Un uso decisamente propagandistico della peste è infine nel dipinto di Antoine-Jean Gros, Bonaparte visita gli appestati di Jaffa (1804, Parigi, Louvre). La storia, controversa, si riferisce a un episodio della Campagna d’Egitto di Napoleone, precisamente a quando nel 1799 Bonaparte, allora generale dell’armata francese, visita il lazzaretto di Jaffa, dove sono ammassati i soldati francesi colpiti da un’improvvisa epidemia di peste. La scena mostra Napoleone che tocca un bubbone infetto sotto l’ascella di uno dei malati che gli si fanno attorno; appare tranquillo, al contrario degli ufficiali del suo seguito, visibilmente scossi. Il messaggio del dipinto, commissionato a Gros da Napoleone stesso, è duplice: da un lato c’è la celebrazione del coraggio di un generale compassionevole che non abbandona mai i suoi soldati, dall’altro il rimando a una antica tradizione francese, quella dei medievali re taumaturghi, che guarivano gli scrofolosi col tocco della mano. In realtà la visita al lazzaretto non è documentata, pare lo sia, invece, l’ordine dato dallo stesso Bonaparte, lasciando Jaffa, di sopprimere, avvelenandoli, tutti i malati più gravi. Gli inglesi, in guerra con la Francia, venuti a conoscenza del fatto montarono una campagna di stampa contro il generale nemico che mandava a morte i suoi soldati. Il dipinto appare quindi per quel che forse è, un’iconografia agiografica a scopo di contropropaganda. Efficace: alla fine di quel 1799 Napoleone è primo console, nel 1804, l’anno del dipinto, imperatore.

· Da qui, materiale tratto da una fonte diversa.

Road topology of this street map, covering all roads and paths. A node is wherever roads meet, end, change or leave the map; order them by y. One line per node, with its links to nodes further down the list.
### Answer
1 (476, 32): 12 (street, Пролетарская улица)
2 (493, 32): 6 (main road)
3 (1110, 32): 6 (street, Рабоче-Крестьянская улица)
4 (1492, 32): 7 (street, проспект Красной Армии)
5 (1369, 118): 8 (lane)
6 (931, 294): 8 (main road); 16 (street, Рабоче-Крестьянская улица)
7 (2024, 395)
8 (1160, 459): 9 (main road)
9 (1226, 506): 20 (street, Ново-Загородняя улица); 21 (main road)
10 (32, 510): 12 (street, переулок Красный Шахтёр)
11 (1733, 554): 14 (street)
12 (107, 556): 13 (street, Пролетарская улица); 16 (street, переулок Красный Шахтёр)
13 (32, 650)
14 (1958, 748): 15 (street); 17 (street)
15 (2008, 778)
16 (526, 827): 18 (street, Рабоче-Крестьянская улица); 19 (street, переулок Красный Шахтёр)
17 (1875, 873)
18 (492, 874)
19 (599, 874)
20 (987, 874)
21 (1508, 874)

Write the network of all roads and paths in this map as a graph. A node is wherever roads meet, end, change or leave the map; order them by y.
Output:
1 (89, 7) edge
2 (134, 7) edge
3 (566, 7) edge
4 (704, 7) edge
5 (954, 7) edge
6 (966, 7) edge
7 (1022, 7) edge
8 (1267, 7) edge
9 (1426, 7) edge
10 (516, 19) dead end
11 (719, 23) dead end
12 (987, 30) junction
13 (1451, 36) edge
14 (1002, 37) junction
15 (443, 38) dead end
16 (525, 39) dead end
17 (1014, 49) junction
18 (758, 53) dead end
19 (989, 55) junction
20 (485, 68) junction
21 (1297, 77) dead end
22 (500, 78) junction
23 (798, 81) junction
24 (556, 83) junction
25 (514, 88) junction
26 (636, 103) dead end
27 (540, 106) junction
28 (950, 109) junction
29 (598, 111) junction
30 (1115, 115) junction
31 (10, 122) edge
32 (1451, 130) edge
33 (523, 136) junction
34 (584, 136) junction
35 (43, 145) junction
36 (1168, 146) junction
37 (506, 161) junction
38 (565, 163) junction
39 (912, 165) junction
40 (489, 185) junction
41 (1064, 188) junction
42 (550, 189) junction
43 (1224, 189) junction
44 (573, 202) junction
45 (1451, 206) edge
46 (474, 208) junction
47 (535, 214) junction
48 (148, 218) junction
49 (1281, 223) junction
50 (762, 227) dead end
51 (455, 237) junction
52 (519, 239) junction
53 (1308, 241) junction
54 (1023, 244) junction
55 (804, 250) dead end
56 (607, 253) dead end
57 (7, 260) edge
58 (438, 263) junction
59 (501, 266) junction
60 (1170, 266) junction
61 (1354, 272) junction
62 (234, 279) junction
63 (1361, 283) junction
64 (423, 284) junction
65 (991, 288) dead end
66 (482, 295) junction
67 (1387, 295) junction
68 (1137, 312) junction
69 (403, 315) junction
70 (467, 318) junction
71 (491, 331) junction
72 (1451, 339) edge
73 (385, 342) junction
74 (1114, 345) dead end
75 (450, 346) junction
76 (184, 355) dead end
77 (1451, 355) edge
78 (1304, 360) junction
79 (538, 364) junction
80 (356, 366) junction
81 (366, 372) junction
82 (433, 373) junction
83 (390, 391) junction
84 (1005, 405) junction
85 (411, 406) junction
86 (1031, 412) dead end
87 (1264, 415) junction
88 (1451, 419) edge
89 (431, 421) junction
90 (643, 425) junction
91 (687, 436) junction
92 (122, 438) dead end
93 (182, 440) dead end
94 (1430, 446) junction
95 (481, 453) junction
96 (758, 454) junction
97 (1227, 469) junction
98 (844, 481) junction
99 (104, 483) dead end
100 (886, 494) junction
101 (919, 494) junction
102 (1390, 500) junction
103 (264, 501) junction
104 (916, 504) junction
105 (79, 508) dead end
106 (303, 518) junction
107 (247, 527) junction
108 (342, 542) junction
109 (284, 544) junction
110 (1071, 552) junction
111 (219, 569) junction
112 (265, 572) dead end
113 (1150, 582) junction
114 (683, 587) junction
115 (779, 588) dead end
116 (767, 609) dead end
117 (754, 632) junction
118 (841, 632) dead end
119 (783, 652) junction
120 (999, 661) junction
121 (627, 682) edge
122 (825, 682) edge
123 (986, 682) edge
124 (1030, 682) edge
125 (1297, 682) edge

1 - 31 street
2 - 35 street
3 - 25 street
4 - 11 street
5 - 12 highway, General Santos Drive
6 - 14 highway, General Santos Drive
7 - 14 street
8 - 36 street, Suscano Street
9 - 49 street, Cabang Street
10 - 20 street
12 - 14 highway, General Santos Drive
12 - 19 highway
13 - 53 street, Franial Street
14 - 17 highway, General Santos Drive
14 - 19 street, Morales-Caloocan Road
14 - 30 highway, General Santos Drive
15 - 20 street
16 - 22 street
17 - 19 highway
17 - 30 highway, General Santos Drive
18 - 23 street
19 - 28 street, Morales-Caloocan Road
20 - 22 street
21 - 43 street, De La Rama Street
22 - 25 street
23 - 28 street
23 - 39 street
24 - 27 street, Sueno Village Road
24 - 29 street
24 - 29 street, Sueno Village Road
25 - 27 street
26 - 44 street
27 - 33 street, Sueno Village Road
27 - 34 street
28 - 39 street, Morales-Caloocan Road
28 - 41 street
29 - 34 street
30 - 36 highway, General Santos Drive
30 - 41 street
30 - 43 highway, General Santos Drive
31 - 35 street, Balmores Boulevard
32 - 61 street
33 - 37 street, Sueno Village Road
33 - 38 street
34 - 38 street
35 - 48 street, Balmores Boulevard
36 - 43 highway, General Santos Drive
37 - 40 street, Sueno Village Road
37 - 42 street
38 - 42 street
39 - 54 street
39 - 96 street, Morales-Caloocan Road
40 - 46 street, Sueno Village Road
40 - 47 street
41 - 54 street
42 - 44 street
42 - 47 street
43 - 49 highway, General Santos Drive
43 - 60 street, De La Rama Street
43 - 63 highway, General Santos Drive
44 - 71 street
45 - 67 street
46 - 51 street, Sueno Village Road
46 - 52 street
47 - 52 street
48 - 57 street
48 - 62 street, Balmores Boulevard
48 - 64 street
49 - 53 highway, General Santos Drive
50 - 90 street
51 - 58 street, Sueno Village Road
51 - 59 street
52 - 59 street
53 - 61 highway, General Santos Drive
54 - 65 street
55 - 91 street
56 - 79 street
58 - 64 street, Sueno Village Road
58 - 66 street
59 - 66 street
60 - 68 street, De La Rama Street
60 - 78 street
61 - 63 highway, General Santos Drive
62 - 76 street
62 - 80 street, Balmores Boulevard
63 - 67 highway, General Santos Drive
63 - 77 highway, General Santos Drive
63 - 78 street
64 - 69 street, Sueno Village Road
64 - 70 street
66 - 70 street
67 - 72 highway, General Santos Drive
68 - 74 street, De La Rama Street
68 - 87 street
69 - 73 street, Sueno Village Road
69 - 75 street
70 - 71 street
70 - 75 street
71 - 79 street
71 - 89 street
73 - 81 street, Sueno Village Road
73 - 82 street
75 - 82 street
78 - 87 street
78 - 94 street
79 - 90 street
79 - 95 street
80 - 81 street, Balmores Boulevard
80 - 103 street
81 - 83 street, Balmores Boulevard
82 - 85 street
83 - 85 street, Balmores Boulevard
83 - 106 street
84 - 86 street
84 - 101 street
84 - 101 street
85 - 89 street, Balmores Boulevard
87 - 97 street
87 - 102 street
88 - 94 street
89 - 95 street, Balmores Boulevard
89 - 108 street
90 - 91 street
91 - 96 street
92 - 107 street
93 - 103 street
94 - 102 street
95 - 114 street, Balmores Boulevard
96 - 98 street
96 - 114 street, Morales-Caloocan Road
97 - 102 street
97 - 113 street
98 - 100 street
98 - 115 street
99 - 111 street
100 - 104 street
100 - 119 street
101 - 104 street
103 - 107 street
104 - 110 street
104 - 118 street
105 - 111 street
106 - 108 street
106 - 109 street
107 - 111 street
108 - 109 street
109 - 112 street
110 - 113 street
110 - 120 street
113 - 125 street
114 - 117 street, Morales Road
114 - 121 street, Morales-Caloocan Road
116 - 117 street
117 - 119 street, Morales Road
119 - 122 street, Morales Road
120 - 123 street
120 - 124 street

Insomma minimizzare, fuggire, esorcizzare, speculare ma anche lottare per capire e per vincere la battaglia. Una casistica molto varia di reazioni, come abbiamo potuto vedere anche solo da questa rapida ricognizione, ma forse utile a una riflessione sulla nostra antica e presente necessità di guardare in faccia il nemico per affrontarlo meglio.


Micco Spadaro, Ringraziamenti dopo la peste del 1656 (1656), Napoli, Museo di San Martino.

Antoine-Jean Gros, Bonaparte visita gli appestati di Jaffa (1804), Parigi, Musée du Louvre.